Special kinds of relationships are 1:1 and weak relationships. In 1:1 relationships, both tables are the one-side, whereas in weak relationships, both tables can be the many-side. These special kinds of relationships are uncommon; we discuss them in detail in Chapter 15, “Advanced relationships.”
The columns used to create the relationship, which usually have the same name in both tables, are called the keys of the relationship. On the one-side of the relationship, the column needs to have a unique value for each row, and it cannot contain blanks. On the many-side, the same value can be repeated in many different rows, and it often is. When a column has a unique value for each row, it is called a key for the table.
Relationships can form a chain. Each product has a subcategory, and each subcategory has a category. Thus, each product has a category. To retrieve the category of a product, one must traverse a chain of two relationships. Figure 1-1 includes an example of a chain made up of three relationships, starting with Sales and continuing on to Product Category.
In each relationship, one or two small arrows can determine the cross filter direction. Figure 1-1 shows two arrows in the relationship between Sales and Product, whereas all other relationships have a single arrow. The arrow indicates the direction of the automatic filtering of the relationship (cross filter). Because determining the correct direction of filters is one of the most important skills to learn, we discuss this topic in more detail in later chapters. We usually discourage the use of bidirectional filters, as described in Chapter 15. They are present in this model for educational purposes only.
Each relationship can have a unidirectional or bidirectional cross filter. Filtering always happens from the one-side of the relationship to the many-side. If the cross filter is bidirectional—that is, if it has two arrows on it—the filtering also happens from the many-side to the one-side.
An example might help in understanding this behavior. If a report is based on the data model shown in Figure 1-1, with the years on the rows and Quantity and Count of Product Name in the values area, it produces the result shown in Figure 1-2.
Calendar Year is a column that belongs to the Date table. Because Date is on the one-side of the relationship with Sales, the engine filters Sales based on the year. This is why the quantity shown is filtered by year.
With Products, the scenario is slightly different. The filtering happens because the relationship between the Sales and Product tables is bidirectional. When we put the count of product names in the report, we obtain the number of products sold in each year because the filter on the year propagates to Product through Sales. If the relationship between Sales and Product were unidirectional, the result would be different, as we explain in the following sections.
If we modify the report by putting Color on the rows and adding Count of Date in the values area, the result is different, as shown in Figure 1-3.
The filter on the rows is the Color column in the Product table. Because Product is on the one-side of the relationship with Sales, Quantity is filtered correctly. Count of Product Name is filtered because it is computing values from the table that is on the rows, that is Product. The unexpected number is Count of Date. Indeed, it always shows the same value for all the rows—that is, the total number of rows in the Date table.
The filter coming from the Color column does not propagate to Date because the relationship between Date and Sales is unidirectional. Thus, although Sales has an active filter on it, the filter cannot propagate to Date because the type of relationship prevents it.

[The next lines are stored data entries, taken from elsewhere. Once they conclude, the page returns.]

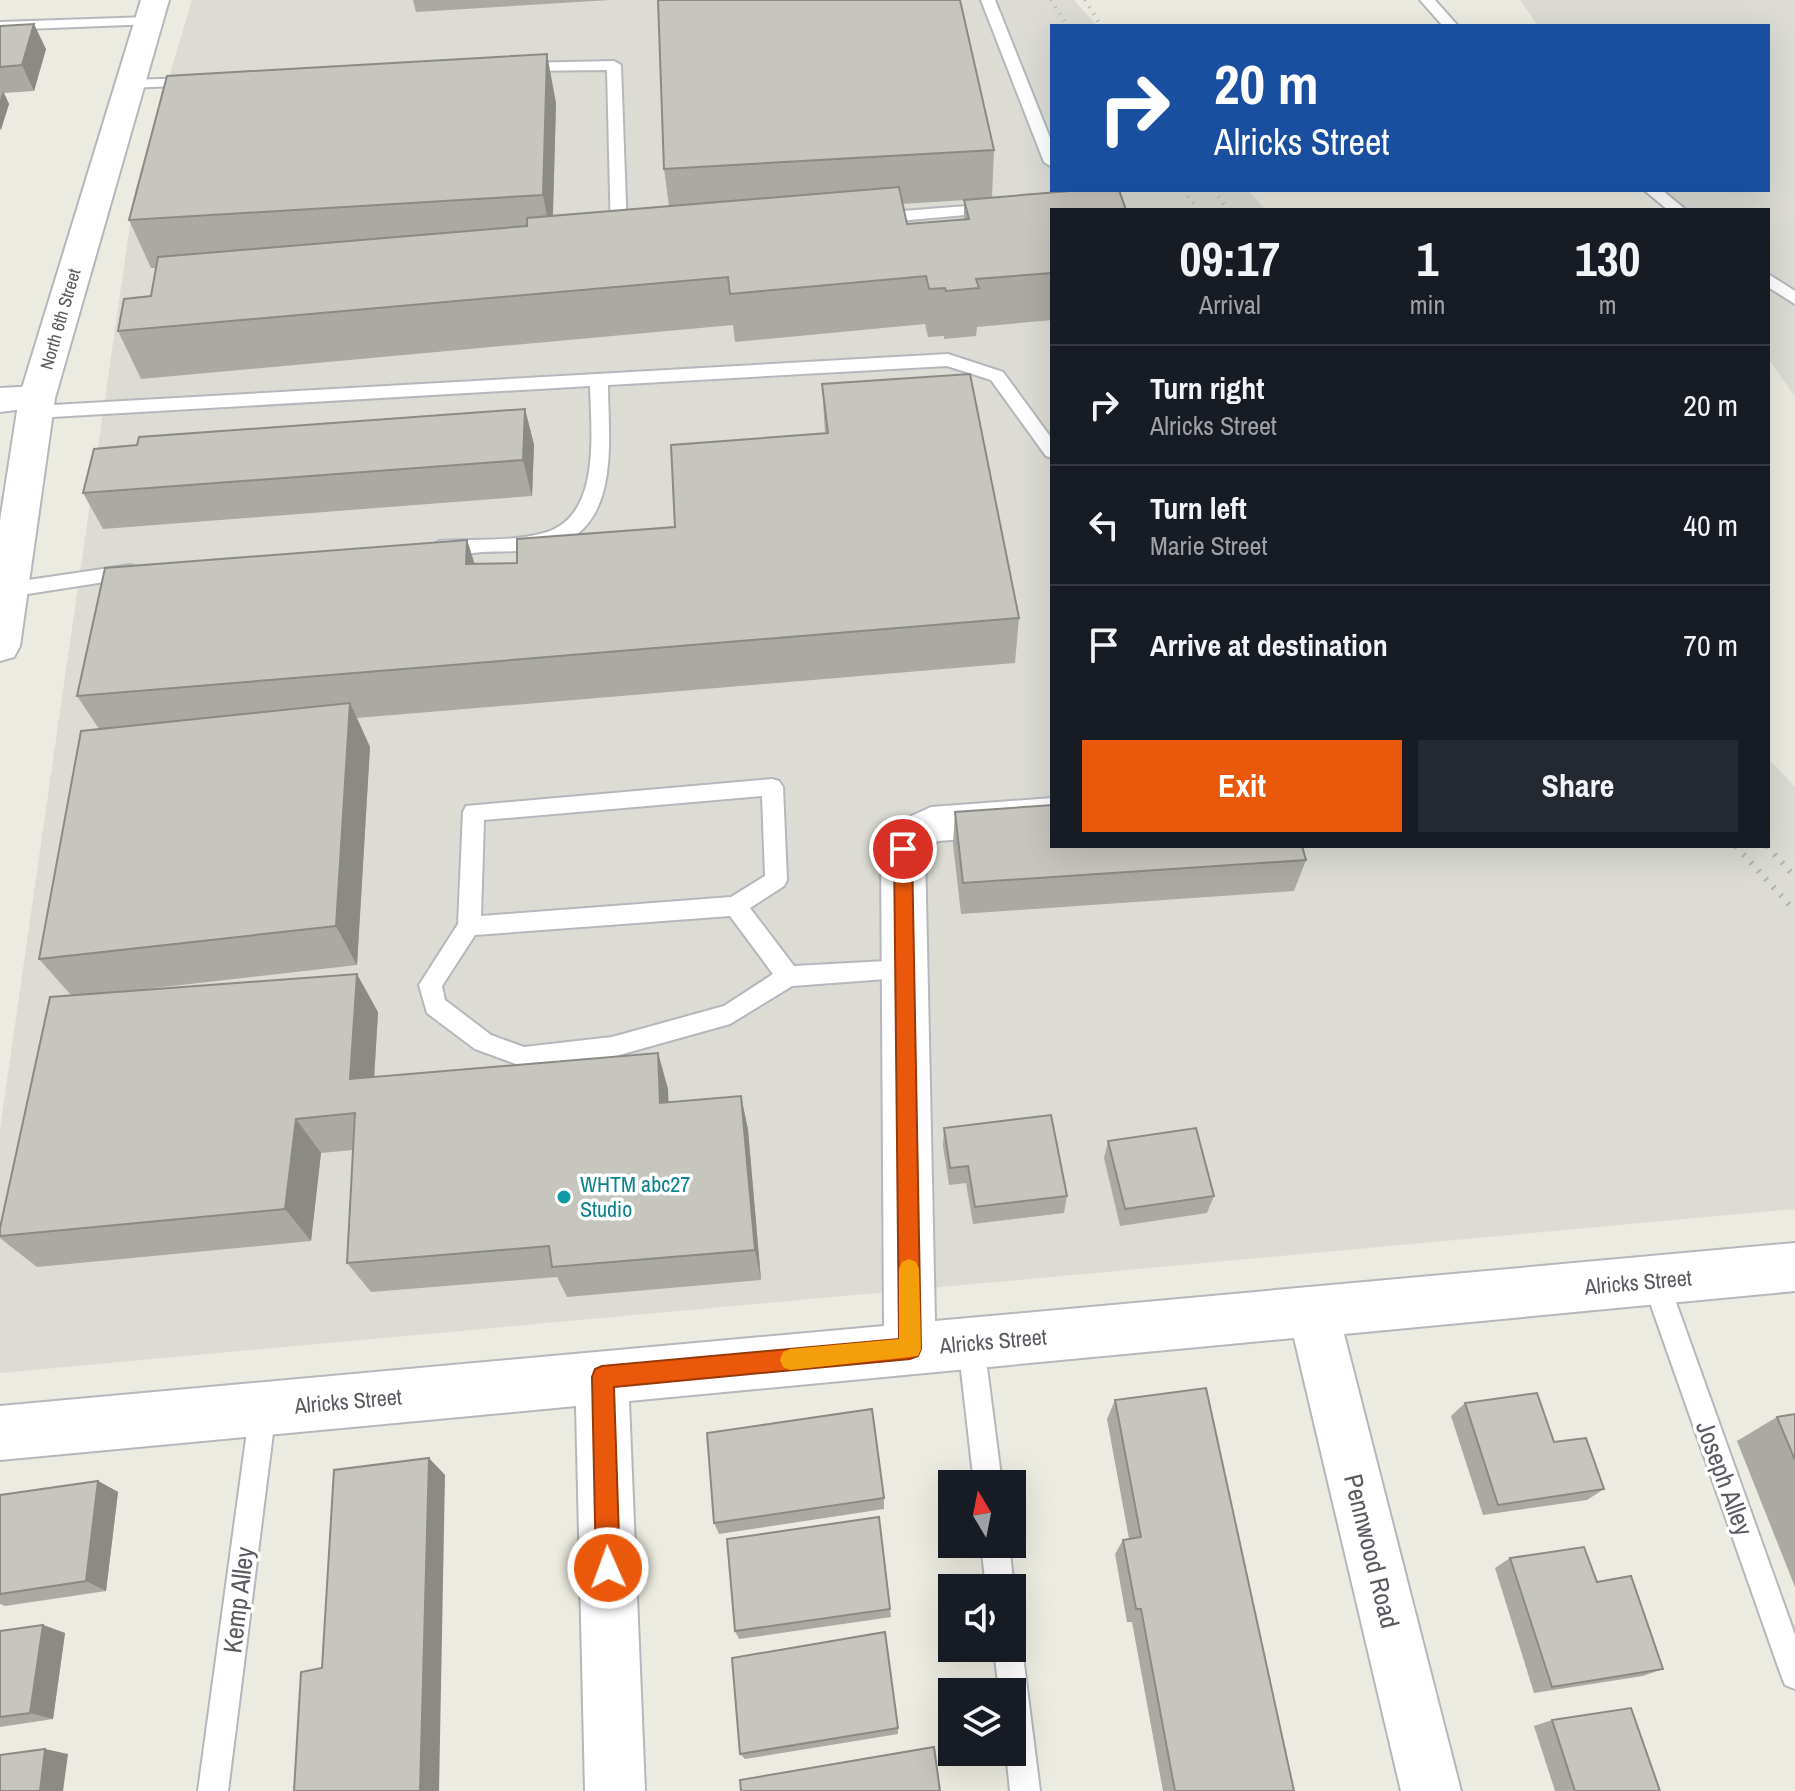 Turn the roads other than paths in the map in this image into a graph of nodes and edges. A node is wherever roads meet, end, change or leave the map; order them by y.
1 (988, 0) edge
2 (1427, 0) edge
3 (152, 10) edge
4 (1449, 24) edge
5 (0, 26) edge
6 (500, 67) edge
7 (205, 81) edge
8 (128, 84) junction
9 (1050, 157) edge
10 (1655, 192) edge
11 (1012, 206) edge
12 (1675, 208) edge
13 (859, 219) edge
14 (634, 234) edge
15 (1770, 280) edge
16 (1795, 299) edge
17 (599, 379) junction
18 (0, 400) edge
19 (36, 405) junction
20 (1050, 449) edge
21 (422, 549) edge
22 (153, 570) edge
23 (8, 590) junction
24 (0, 646) edge
25 (1050, 815) edge
26 (735, 906) junction
27 (469, 926) junction
28 (905, 970) junction
29 (788, 976) junction
30 (1795, 1267) edge
31 (1655, 1280) junction
32 (1313, 1311) junction
33 (971, 1344) junction
34 (910, 1349) junction
35 (602, 1377) junction
36 (263, 1409) junction
37 (0, 1433) edge
38 (986, 1470) edge
39 (1010, 1662) edge
40 (1795, 1675) edge
41 (213, 1791) edge
42 (615, 1791) edge
43 (1025, 1791) edge
44 (1431, 1791) edge

1 - 9 lane
2 - 4 lane
3 - 5 lane
3 - 8 street, North 6th Street
6 - 14 lane
7 - 8 lane
8 - 19 street, North 6th Street
10 - 12 lane
11 - 13 lane
15 - 16 lane
17 - 19 lane
17 - 20 lane
17 - 21 lane
18 - 19 street
19 - 23 street, North 6th Street
22 - 23 lane
23 - 24 street, North 6th Street
25 - 28 street
26 - 27 lane
26 - 27 lane
26 - 29 lane
27 - 29 lane
28 - 29 lane
28 - 34 street
30 - 31 street, Alricks Street
31 - 32 street, Alricks Street
31 - 40 lane, Joseph Alley
32 - 33 street, Alricks Street
32 - 44 street, Pennwood Road
33 - 34 street, Alricks Street
33 - 38 lane
34 - 35 street, Alricks Street
35 - 36 street, Alricks Street
35 - 42 street
36 - 37 street, Alricks Street
36 - 41 lane, Kemp Alley
39 - 43 lane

If we change the relationship between Date and Sales to enable bidirectional cross-filtering, the result is as shown in Figure 1-4.

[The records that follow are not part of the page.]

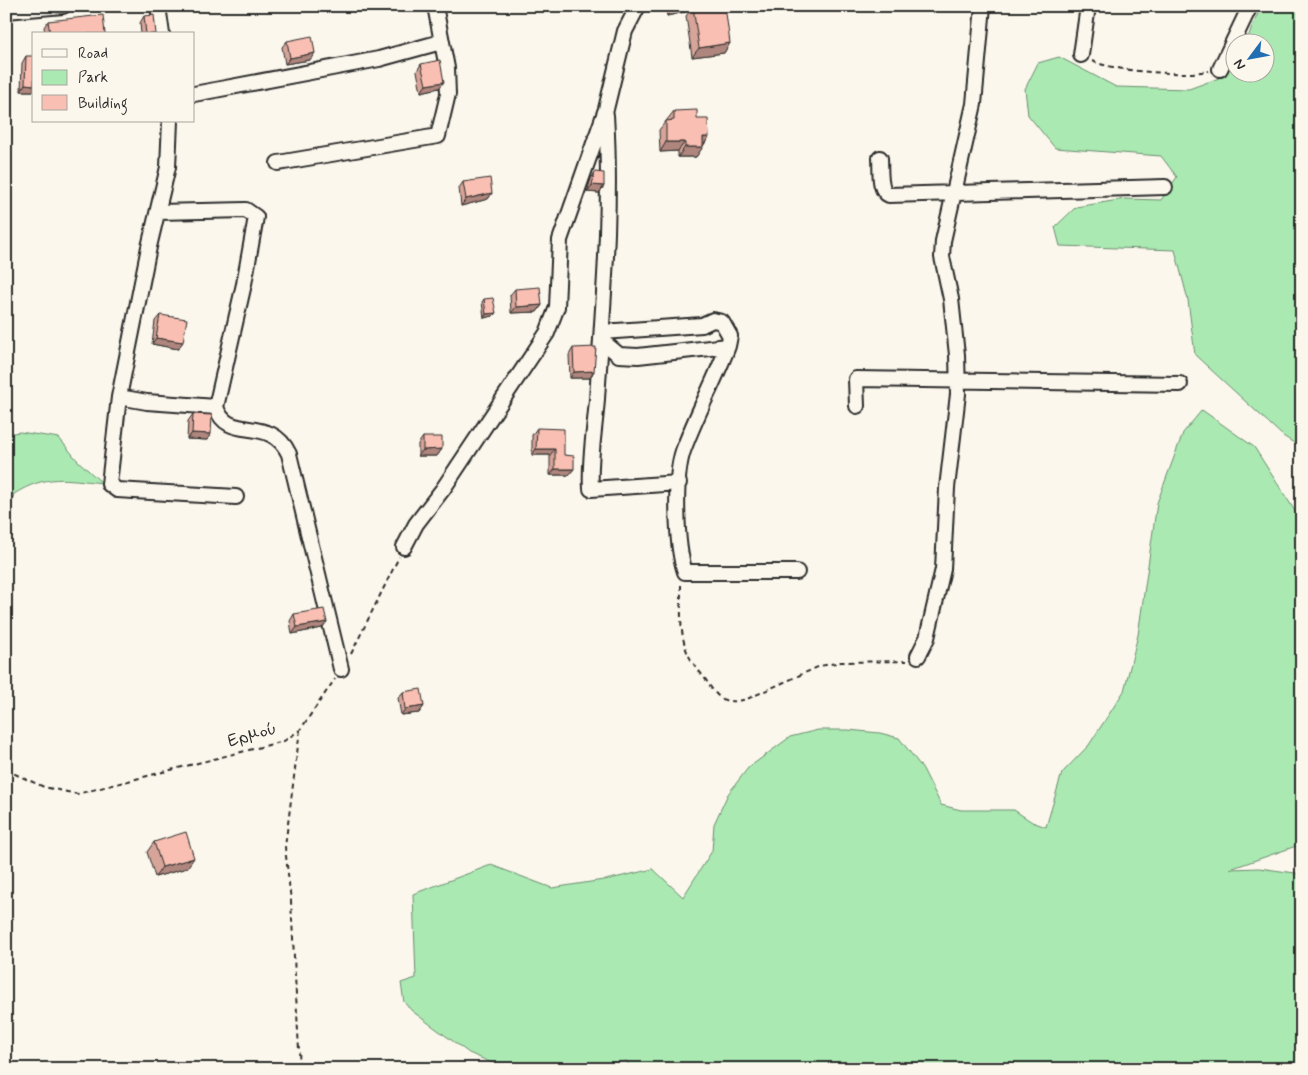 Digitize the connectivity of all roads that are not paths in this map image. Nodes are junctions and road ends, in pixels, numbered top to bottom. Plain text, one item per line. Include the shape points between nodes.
1 (63, 6) edge
2 (158, 6) edge
3 (435, 6) edge
4 (638, 6) edge
5 (983, 6) edge
6 (1088, 6) edge
7 (1250, 6) edge
8 (6, 11) edge
9 (162, 32) edge
10 (441, 42) junction
11 (1081, 55) road end
12 (1220, 69) road end
13 (195, 94) edge
14 (606, 109) junction
15 (170, 122) edge
16 (880, 158) dead end
17 (278, 163) dead end
18 (1165, 187) dead end
19 (954, 192) junction
20 (158, 212) junction
21 (601, 336) junction
22 (728, 346) junction
23 (958, 381) junction
24 (1180, 384) dead end
25 (119, 397) junction
26 (857, 406) dead end
27 (216, 407) junction
28 (679, 483) junction
29 (236, 497) dead end
30 (404, 547) road end
31 (797, 572) dead end
32 (918, 656) road end
33 (341, 669) road end

1 - 8 street
2 - 9 street
3 - 10 street
4 - 14 street via 625,31
5 - 19 street via 974,104
6 - 11 street
7 - 12 street
10 - 13 street via 369,61
10 - 17 street via 448,94 438,136
14 - 21 street via 608,244
14 - 30 street via 560,240 557,307 547,333 416,524
15 - 20 street via 168,167
16 - 19 street via 882,188 889,195
18 - 19 street
19 - 23 street via 942,241 942,257 951,299
20 - 25 street
20 - 27 street via 246,210 256,217
21 - 22 street via 618,355 638,356
21 - 22 street via 702,325 713,320 722,322 730,336
21 - 28 street via 590,465 591,489
22 - 28 street via 683,452
23 - 24 street
23 - 26 street via 856,379
23 - 32 street via 943,569 927,638
25 - 27 street
25 - 29 street via 108,480 110,487
27 - 33 street via 219,415 232,426 267,432 285,444
28 - 31 street via 679,536 685,572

The numbers now reflect the number of days when at least one product of the given color was sold. At first sight, it might look as if all the relationships should be defined as bidirectional, so as to let the filter propagate in any direction and always return results that make sense. As you will learn later in this book, designing a data model this way is almost never appropriate. In fact, depending on the scenario you are working with, you will choose the correct propagation of relationships. If you follow our suggestions, you will avoid bidirectional filtering as much as you can.
Chances are you already know the Excel formula language that DAX somewhat resembles. After all, the roots of DAX are in Power Pivot for Excel, and the development team tried to keep the two languages similar. This similarity makes the transition to this new language easier. However, there are some important differences.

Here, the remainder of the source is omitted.